At the end of April, Freddie reported that the average 30-year fixed rate mortgage was 4.05; April of 2016 was 3.61, April 2015 was 3.67; April 2014 was 4.34 and 2013 was 3.45 by comparison. The lowest average rate on Freddie's chart since 1971 was 3.65 in 2016. In addition, the last time rates went above 4 percent was in April of 2010, which was 5.10 percent.

So why does everyone let out a deep sigh when mortgage rates tick up even a little? Well, a decline in mortgage rates can reduce monthly mortgage payments or allow buyers to purchase more expense homes than they might otherwise be able to. Conversely, a higher rate will have the opposite effect.

Also, mortgage rates can shift the marketplace having an effect on inventory and selling prices. United States home prices rose 5.9 percent in the 12 months ending in January 2017, the fastest rate since mid-2014. In addition, for the first time in a decade, more new American households have chosen to buy homes rather than rent. The homeownership rate was at a 50-year low of 62.9 percent in the second quarter of 2016 after peaking at just over 69 percent in the mid-2000s. For the past couple of quarters, it was around 63.5 percent below the long-term average of about 65 percent.

The Census Bureau reported that 854,000 new owner households were formed in the first quarter of this year. This was more than double the 365,000 new renter households, indicating the long-term decline in homeownership rates might be coming to an end. Owning a home rather than renting is good for the overall economy of the country, since homeowners spend more money on improvements to their property including renovations, appliances, furniture and flooring.

Much of this growth can be attributed to the very low mortgage rates we've been enjoying for a very long time. Even if rates start going up a little which is likely overall we are living through an historic time of consistently low mortgage rates.

For 2017, the real estate market nationally is predicted to be fast with houses selling quickly because of continued low inventory, and buyers are jumping in sensing that the very very low mortgage rates may start adjusting upward. Even though specific markets around the country, including Tampa, are hot spots with strong job growth attracting first-time buyers, Freddie Mac is still predicting home sales will decline slightly this year.

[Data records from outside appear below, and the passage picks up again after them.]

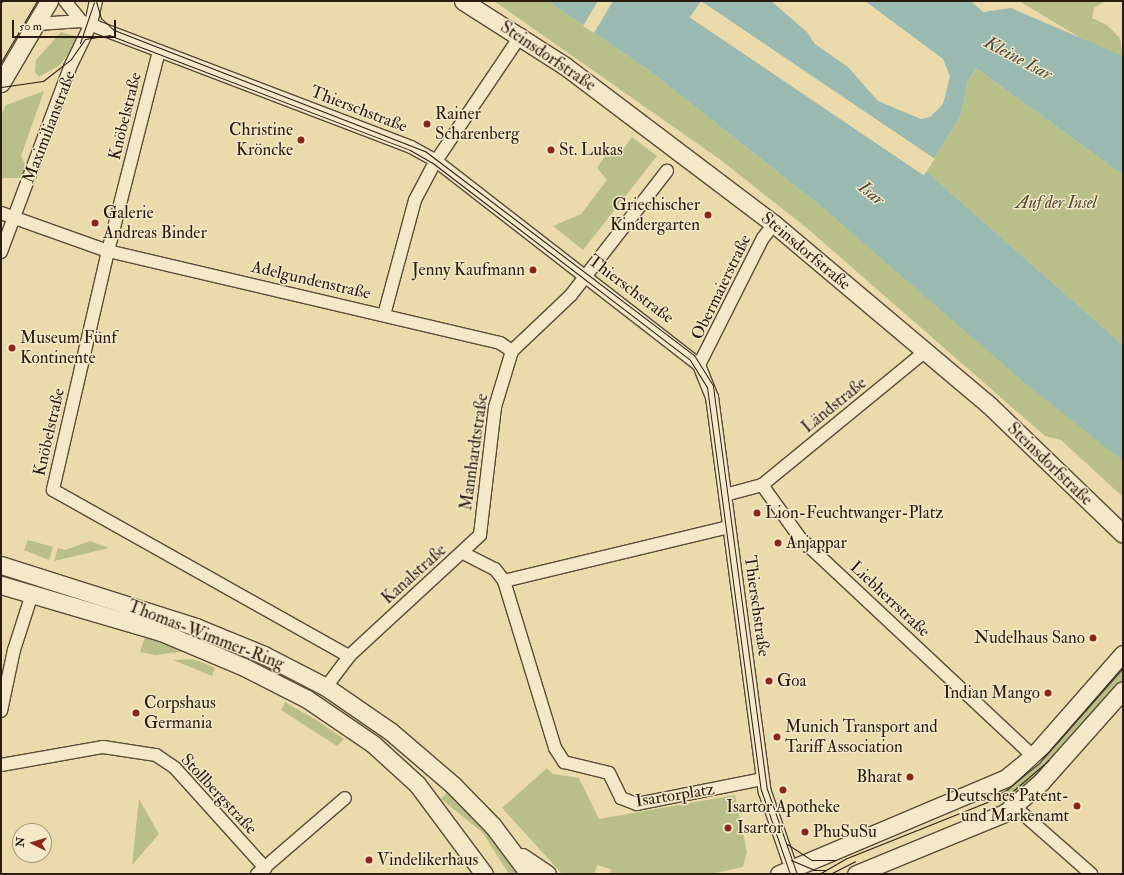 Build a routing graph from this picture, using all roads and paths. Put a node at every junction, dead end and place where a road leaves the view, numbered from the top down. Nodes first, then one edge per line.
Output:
1 (49, 1) edge
2 (65, 1) edge
3 (96, 1) edge
4 (463, 1) edge
5 (86, 23) junction
6 (38, 24) junction
7 (521, 35) junction
8 (159, 52) junction
9 (1, 84) edge
10 (436, 161) junction
11 (667, 171) dead end
12 (1, 213) edge
13 (14, 218) junction
14 (774, 224) junction
15 (108, 251) junction
16 (1, 252) edge
17 (585, 276) junction
18 (384, 315) junction
19 (512, 351) junction
20 (926, 351) junction
21 (699, 365) junction
22 (762, 485) junction
23 (725, 495) junction
24 (729, 527) junction
25 (1123, 534) edge
26 (463, 553) junction
27 (1, 566) edge
28 (504, 581) junction
29 (1, 585) edge
30 (32, 594) junction
31 (1123, 654) edge
32 (350, 656) junction
33 (326, 688) junction
34 (1123, 690) edge
35 (1, 711) edge
36 (1033, 756) junction
37 (559, 757) joint
38 (1, 765) edge
39 (763, 779) junction
40 (453, 785) junction
41 (345, 798) dead end
42 (433, 805) junction
43 (1014, 806) junction
44 (515, 852) junction
45 (261, 871) edge
46 (788, 872) edge
47 (484, 874) edge
48 (529, 874) edge
49 (547, 874) edge
50 (856, 874) edge
51 (1091, 874) edge

1 - 6 main road
2 - 5 street, Thierschstraße
3 - 5 street, Maximilianstraße
4 - 7 main road, Steinsdorfstraße
5 - 6 street, Thierschstraße
5 - 8 street, Thierschstraße
5 - 13 street, Maximilianstraße
6 - 9 main road
7 - 10 street
7 - 14 main road, Steinsdorfstraße
8 - 10 street, Thierschstraße
8 - 15 street, Knöbelstraße
10 - 17 street, Thierschstraße
10 - 18 street
11 - 17 street
12 - 13 street, Adelgundenstraße
13 - 15 street, Adelgundenstraße
13 - 16 street, Maximilianstraße
14 - 20 main road, Steinsdorfstraße
14 - 21 street, Obermaierstraße
15 - 18 street, Adelgundenstraße
15 - 32 street, Knöbelstraße
17 - 19 street
17 - 21 street, Thierschstraße
18 - 19 street, Adelgundenstraße
19 - 26 street, Mannhardtstraße
20 - 22 street, Ländstraße
20 - 25 main road, Steinsdorfstraße
21 - 23 street, Thierschstraße
22 - 23 street
22 - 36 street, Liebherrstraße
23 - 24 street, Thierschstraße
24 - 28 street
24 - 39 street, Thierschstraße
26 - 28 street, Kanalstraße
26 - 32 street, Kanalstraße
27 - 33 main road, Thomas-Wimmer-Ring
28 - 37 street, Kanalstraße
29 - 30 main road, Thomas-Wimmer-Ring
30 - 35 street
30 - 42 main road, Thomas-Wimmer-Ring
31 - 36 main road
32 - 33 street, Kanalstraße
33 - 40 main road, Thomas-Wimmer-Ring
34 - 43 main road
36 - 46 main road
37 - 39 street, Isartorplatz
38 - 45 street, Stollbergstraße
39 - 46 street, Thierschstraße
40 - 42 main road
40 - 44 main road, Thomas-Wimmer-Ring
41 - 45 street
42 - 47 main road, Thomas-Wimmer-Ring
43 - 50 main road
43 - 51 street
44 - 48 main road, Thomas-Wimmer-Ring
44 - 49 main road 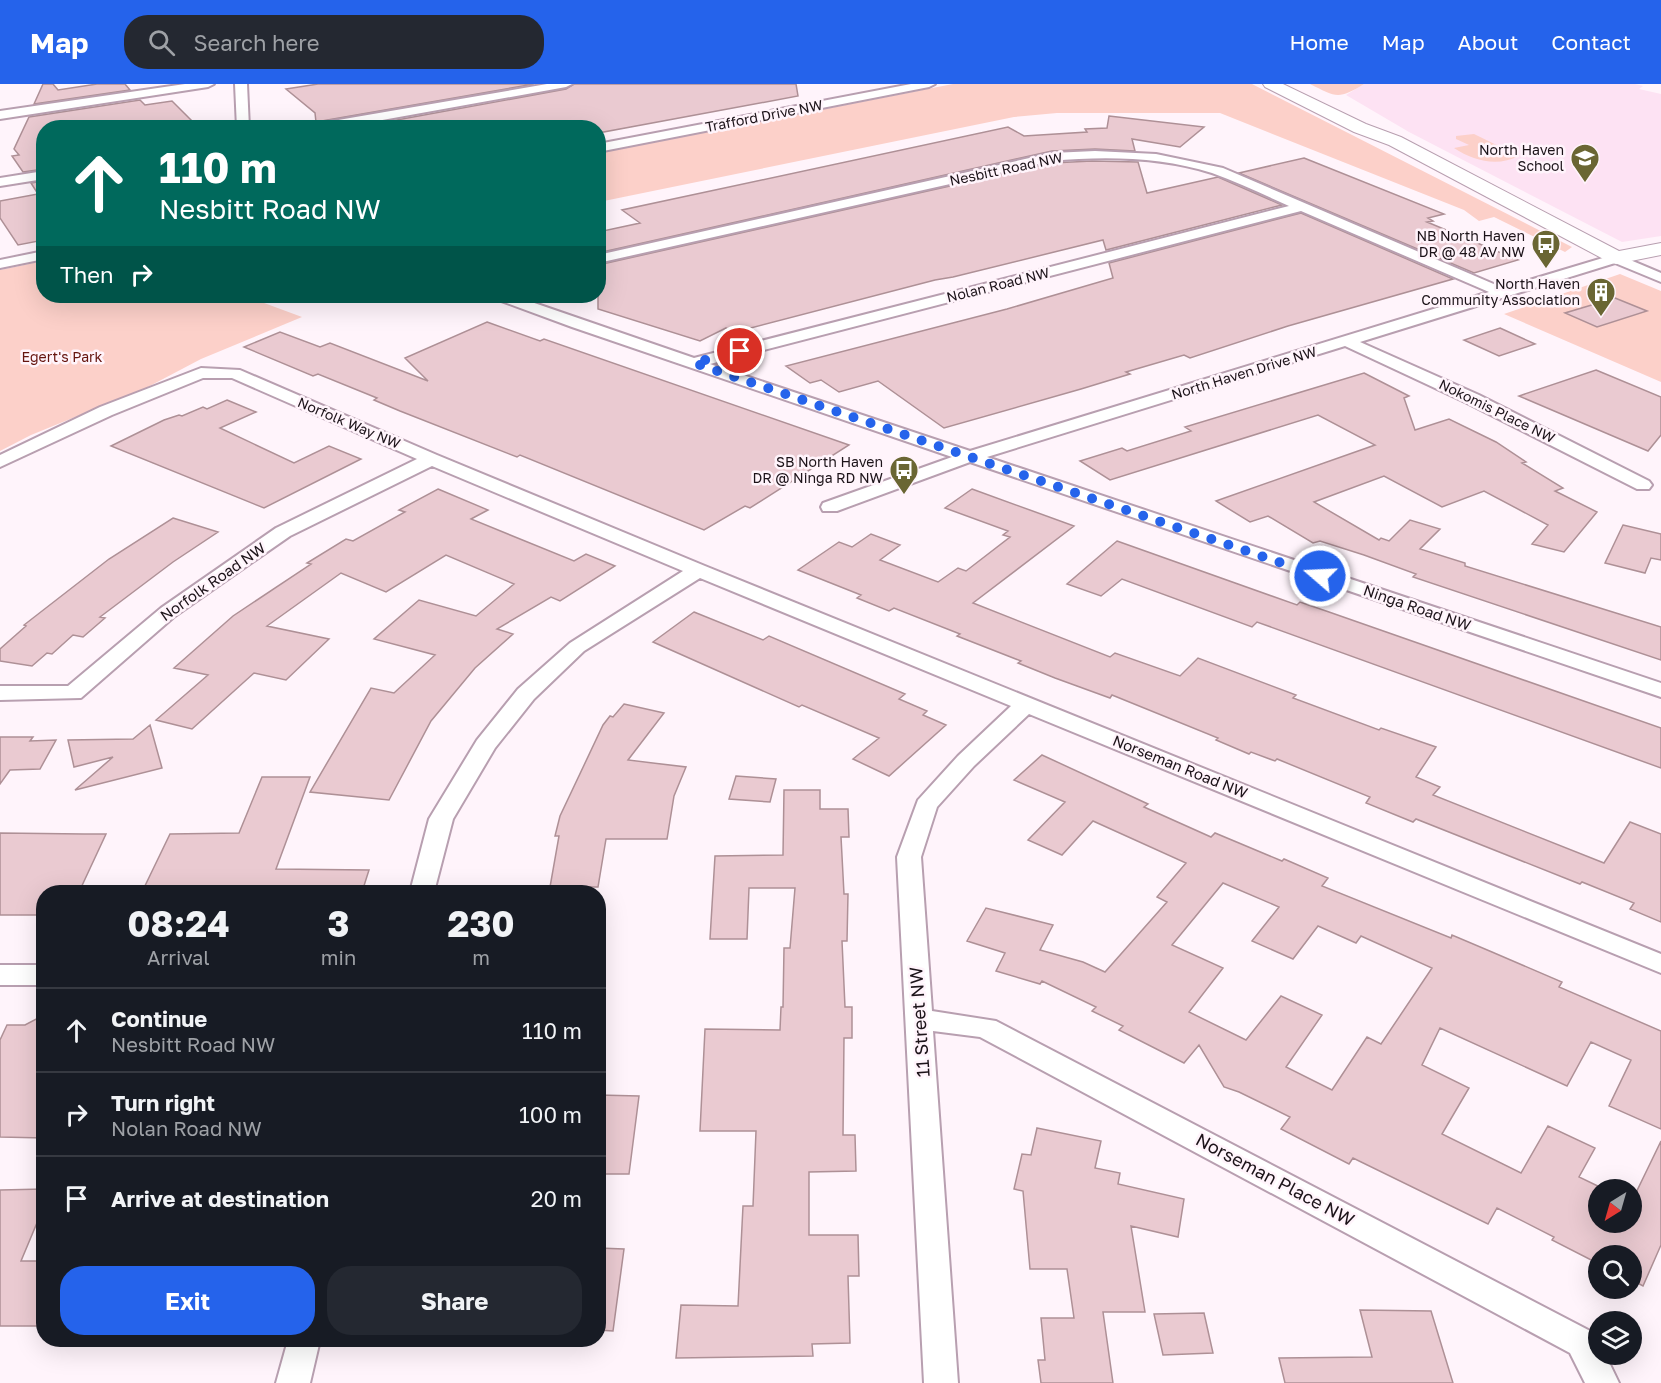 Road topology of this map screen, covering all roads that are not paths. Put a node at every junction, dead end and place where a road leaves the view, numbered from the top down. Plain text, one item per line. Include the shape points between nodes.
1 (208, 84) edge
2 (241, 84) edge
3 (566, 84) edge
4 (929, 84) edge
5 (1271, 84) edge
6 (1291, 84) edge
7 (0, 115) edge
8 (243, 120) edge
9 (361, 120) edge
10 (1395, 141) junction
11 (606, 146) edge
12 (36, 176) edge
13 (0, 182) edge
14 (1301, 207) junction
15 (1661, 249) edge
16 (36, 257) edge
17 (606, 257) edge
18 (1616, 258) junction
19 (0, 264) edge
20 (1661, 278) edge
21 (1503, 293) junction
22 (521, 303) edge
23 (1348, 342) junction
24 (694, 363) junction
25 (968, 457) junction
26 (431, 459) junction
27 (0, 462) edge
28 (1643, 485) dead end
29 (830, 507) dead end
30 (698, 570) junction
31 (1661, 690) edge
32 (0, 693) edge
33 (1026, 704) junction
34 (424, 885) edge
35 (1661, 964) edge
36 (0, 975) edge
37 (36, 975) edge
38 (920, 1019) junction
39 (302, 1347) edge
40 (293, 1383) edge
41 (941, 1383) edge
42 (1602, 1383) edge

1 - 7 street
2 - 8 street
3 - 9 street
4 - 11 street, Trafford Drive NW
5 - 10 street
6 - 10 street via 1375,124
10 - 18 street
12 - 13 street
14 - 17 street, Nesbitt Road NW via 1218,171 1177,160 1094,153 1052,157
14 - 21 street, Nesbitt Road NW
14 - 24 street, Nolan Road NW
15 - 18 street, North Haven Drive NW
16 - 19 street
18 - 20 street
18 - 21 street, North Haven Drive NW
21 - 23 street, North Haven Drive NW
22 - 24 street
23 - 25 street, North Haven Drive NW
23 - 28 street, Nokomis Place NW via 1473,399
24 - 25 street
25 - 29 street, North Haven Drive NW
25 - 31 street, Ninga Road NW
26 - 27 street, Norfolk Way NW via 234,373 201,373 106,411
26 - 30 street, Norfolk Way NW
26 - 32 street, Norfolk Road NW via 284,532 168,612 73,693
30 - 33 street, Norseman Road NW
30 - 34 street via 577,647 526,694 484,745 441,819
33 - 35 street, Norseman Road NW
33 - 38 street, 11 Street NW via 926,805 909,857
36 - 37 street
38 - 41 street, 11 Street NW
38 - 42 street, Norseman Place NW via 986,1028 1582,1342
39 - 40 street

Whatever happens over the next few months or years regarding mortgage rates, remember where we were over 30 years ago. The truth is that even in the days of 16 percent mortgage rates, people were still buying houses because a house is more than just a physical building, it's a home. So, stop whining whenever you see the mortgage rate charts inching up. You're in a lot better position than your parents, who were not at all spoiled.